Question

The denominator of a fraction is 4 more than twice the numerator. When both the numerator and denominator are decreased by 6, then the denominator becomes 12 times the numerator. Determine the fraction.

Answer 1

Hint: In this particular type of question we need to express the fraction in the form of $\dfrac{x}{y}$. Then we need to form a system of equations using the given information and solve the equations using subtraction and substitution.

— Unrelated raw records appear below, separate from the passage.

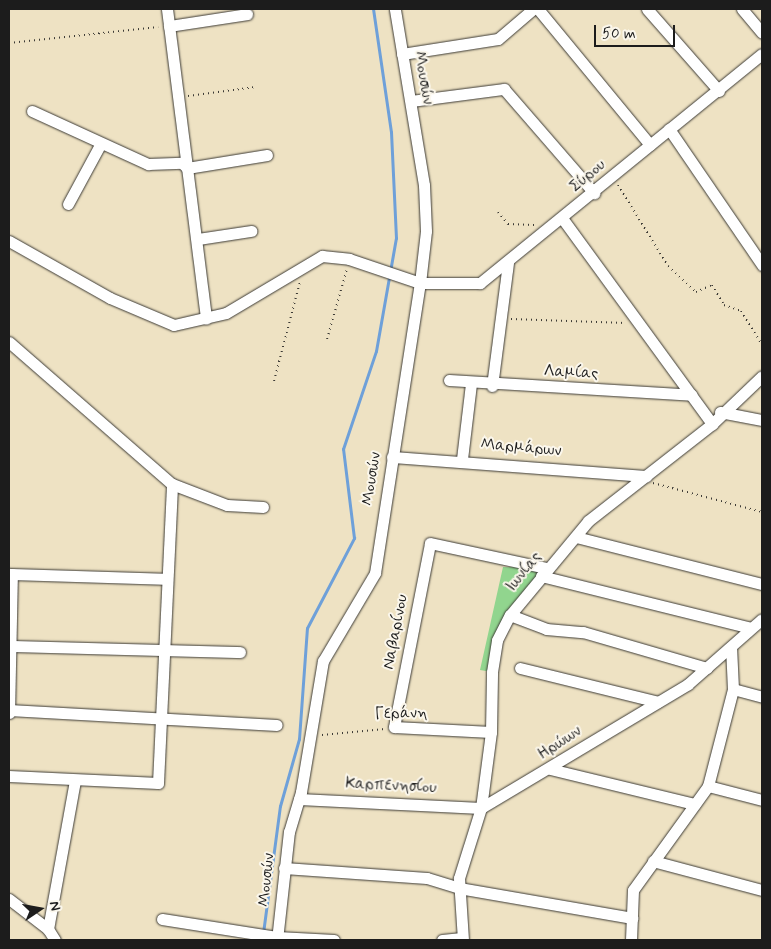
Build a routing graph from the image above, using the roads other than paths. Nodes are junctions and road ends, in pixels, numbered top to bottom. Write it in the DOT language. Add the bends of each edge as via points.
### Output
graph roads {
  1 [pos="167,9"];
  2 [pos="395,9"];
  3 [pos="533,9"];
  4 [pos="538,9"];
  5 [pos="647,9"];
  6 [pos="742,9"];
  7 [pos="247,14"];
  8 [pos="168,26"];
  9 [pos="762,33"];
  10 [pos="402,54"];
  11 [pos="762,54"];
  12 [pos="719,91"];
  13 [pos="411,102"];
  14 [pos="32,111"];
  15 [pos="669,129"];
  16 [pos="101,143"];
  17 [pos="650,145"];
  18 [pos="266,155"];
  19 [pos="187,168"];
  20 [pos="594,193"];
  21 [pos="68,204"];
  22 [pos="562,218"];
  23 [pos="251,231"];
  24 [pos="198,239"];
  25 [pos="9,241"];
  26 [pos="508,262"];
  27 [pos="762,265"];
  28 [pos="420,283"];
  29 [pos="206,319"];
  30 [pos="9,342"];
  31 [pos="762,376"];
  32 [pos="449,380"];
  33 [pos="471,384"];
  34 [pos="492,386"];
  35 [pos="692,395"];
  36 [pos="704,412"];
  37 [pos="724,412"];
  38 [pos="762,420"];
  39 [pos="712,424"];
  40 [pos="392,457"];
  41 [pos="462,459"];
  42 [pos="644,478"];
  43 [pos="172,484"];
  44 [pos="263,507"];
  45 [pos="576,538"];
  46 [pos="544,572"];
  47 [pos="10,574"];
  48 [pos="166,579"];
  49 [pos="762,584"];
  50 [pos="510,616"];
  51 [pos="762,619"];
  52 [pos="751,628"];
  53 [pos="10,646"];
  54 [pos="731,647"];
  55 [pos="164,650"];
  56 [pos="240,652"];
  57 [pos="520,668"];
  58 [pos="707,668"];
  59 [pos="733,689"];
  60 [pos="762,697"];
  61 [pos="658,702"];
  62 [pos="9,711"];
  63 [pos="163,719"];
  64 [pos="276,725"];
  65 [pos="394,728"];
  66 [pos="491,732"];
  67 [pos="550,769"];
  68 [pos="9,776"];
  69 [pos="75,780"];
  70 [pos="708,786"];
  71 [pos="299,799"];
  72 [pos="762,800"];
  73 [pos="695,804"];
  74 [pos="481,808"];
  75 [pos="653,861"];
  76 [pos="284,868"];
  77 [pos="459,888"];
  78 [pos="762,890"];
  79 [pos="9,899"];
  80 [pos="632,918"];
  81 [pos="162,919"];
  82 [pos="48,929"];
  83 [pos="277,939"];
  84 [pos="462,939"];
  85 [pos="55,940"];
  86 [pos="334,940"];
  87 [pos="442,940"];
  88 [pos="631,940"];
  1 -- 8 [label="street"];
  2 -- 10 [label="street, Μουσών"];
  3 -- 10 [label="street" via="498,39"];
  4 -- 17 [label="street"];
  5 -- 12 [label="street"];
  6 -- 9 [label="street"];
  7 -- 8 [label="street"];
  8 -- 19 [label="street"];
  10 -- 13 [label="street, Μουσών"];
  11 -- 12 [label="street, Σύρου"];
  12 -- 15 [label="street, Σύρου"];
  13 -- 20 [label="street" via="504,89"];
  13 -- 28 [label="street, Μουσών" via="426,221"];
  14 -- 16 [label="street"];
  15 -- 17 [label="street, Σύρου"];
  15 -- 27 [label="street"];
  16 -- 19 [label="street" via="132,159 182,163"];
  16 -- 21 [label="street"];
  17 -- 20 [label="street, Σύρου"];
  18 -- 19 [label="street"];
  19 -- 24 [label="street"];
  20 -- 22 [label="street, Σύρου"];
  22 -- 26 [label="street, Σύρου"];
  22 -- 35 [label="street"];
  23 -- 24 [label="street"];
  24 -- 29 [label="street"];
  25 -- 29 [label="street, Σύρου" via="154,319 186,325"];
  26 -- 28 [label="street, Σύρου" via="480,283"];
  26 -- 34 [label="street"];
  28 -- 29 [label="street, Σύρου" via="349,259 322,256 247,303"];
  28 -- 40 [label="street, Μουσών"];
  30 -- 43 [label="street"];
  31 -- 37 [label="street, Ιωνίας"];
  32 -- 33 [label="street, Λαμίας"];
  33 -- 34 [label="street, Λαμίας"];
  33 -- 41 [label="street"];
  34 -- 35 [label="street, Λαμίας"];
  35 -- 36 [label="street"];
  36 -- 37 [label="street"];
  36 -- 39 [label="street"];
  37 -- 38 [label="street"];
  37 -- 39 [label="street, Ιωνίας"];
  39 -- 42 [label="street, Ιωνίας"];
  40 -- 41 [label="street, Μαρμάρων"];
  40 -- 71 [label="street, Μουσών" via="373,581 324,661"];
  41 -- 42 [label="street, Μαρμάρων"];
  42 -- 45 [label="street, Ιωνίας" via="607,503"];
  43 -- 44 [label="street" via="226,505"];
  43 -- 48 [label="street"];
  45 -- 46 [label="street, Ιωνίας"];
  45 -- 49 [label="street"];
  46 -- 50 [label="street, Ιωνίας"];
  46 -- 52 [label="street"];
  46 -- 65 [label="street, Ναβαρίνου" via="430,543"];
  47 -- 48 [label="street"];
  47 -- 53 [label="street"];
  48 -- 55 [label="street"];
  50 -- 58 [label="street" via="546,629 583,632"];
  50 -- 66 [label="street, Ιωνίας" via="494,656"];
  51 -- 52 [label="street, Ηρώων"];
  52 -- 54 [label="street, Ηρώων"];
  53 -- 55 [label="street"];
  53 -- 62 [label="street"];
  54 -- 58 [label="street, Ηρώων"];
  54 -- 59 [label="street"];
  55 -- 56 [label="street"];
  55 -- 63 [label="street"];
  57 -- 61 [label="street"];
  58 -- 61 [label="street, Ηρώων"];
  59 -- 60 [label="street"];
  59 -- 70 [label="street"];
  61 -- 67 [label="street, Ηρώων"];
  62 -- 63 [label="street"];
  63 -- 64 [label="street"];
  63 -- 69 [label="street" via="158,783"];
  65 -- 66 [label="street, Γεράνη"];
  66 -- 74 [label="street, Ιωνίας"];
  67 -- 73 [label="street"];
  67 -- 74 [label="street, Ηρώων"];
  68 -- 69 [label="street"];
  69 -- 82 [label="street"];
  70 -- 72 [label="street"];
  70 -- 73 [label="street"];
  71 -- 74 [label="street, Καρπενησίου"];
  71 -- 76 [label="street, Μουσών"];
  73 -- 75 [label="street"];
  74 -- 77 [label="street"];
  75 -- 78 [label="street"];
  75 -- 80 [label="street" via="633,890"];
  76 -- 77 [label="street" via="427,878"];
  76 -- 83 [label="street, Μουσών"];
  77 -- 80 [label="street"];
  77 -- 84 [label="street"];
  79 -- 82 [label="street"];
  80 -- 88 [label="street"];
  81 -- 83 [label="street"];
  82 -- 85 [label="street"];
  83 -- 86 [label="street"];
  84 -- 87 [label="street"];
}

Complete Step-by-step answer:
Let the numerator and denominator of the fraction be x and y respectively. Then,
Fraction =$\dfrac{x}{y}$
It is given that
Denominator =2 (Numerator) +4
$ \Rightarrow $ y=2x+4
$ \Rightarrow $2x−y+4=0
Also according to the second condition, we have
y−6=12(x−6)
$ \Rightarrow $y−6=12x−72
$ \Rightarrow $12x−y−66=0
Thus, we have the following system of equations
2x−y+4=0 (i)
12x−y−66=0 (ii)
Subtracting equation (i) from equation (ii), we get
2x-y+4-(12x-y-66)=0
$ \Rightarrow $2x-y+4-12x+y+66=0
$ \Rightarrow $10x−70=0
$ \Rightarrow $x=7
Putting x=7 in equation (i), we get
14−y+4=0
$ \Rightarrow $y=18
Hence, required Fraction =$\dfrac{7}{18}$

Note: Remember to recall the process of forming quadratic equations using the information provided in the question. Note that the equations could also be solved using substitution of x or y from the first equation and putting it in the second equation.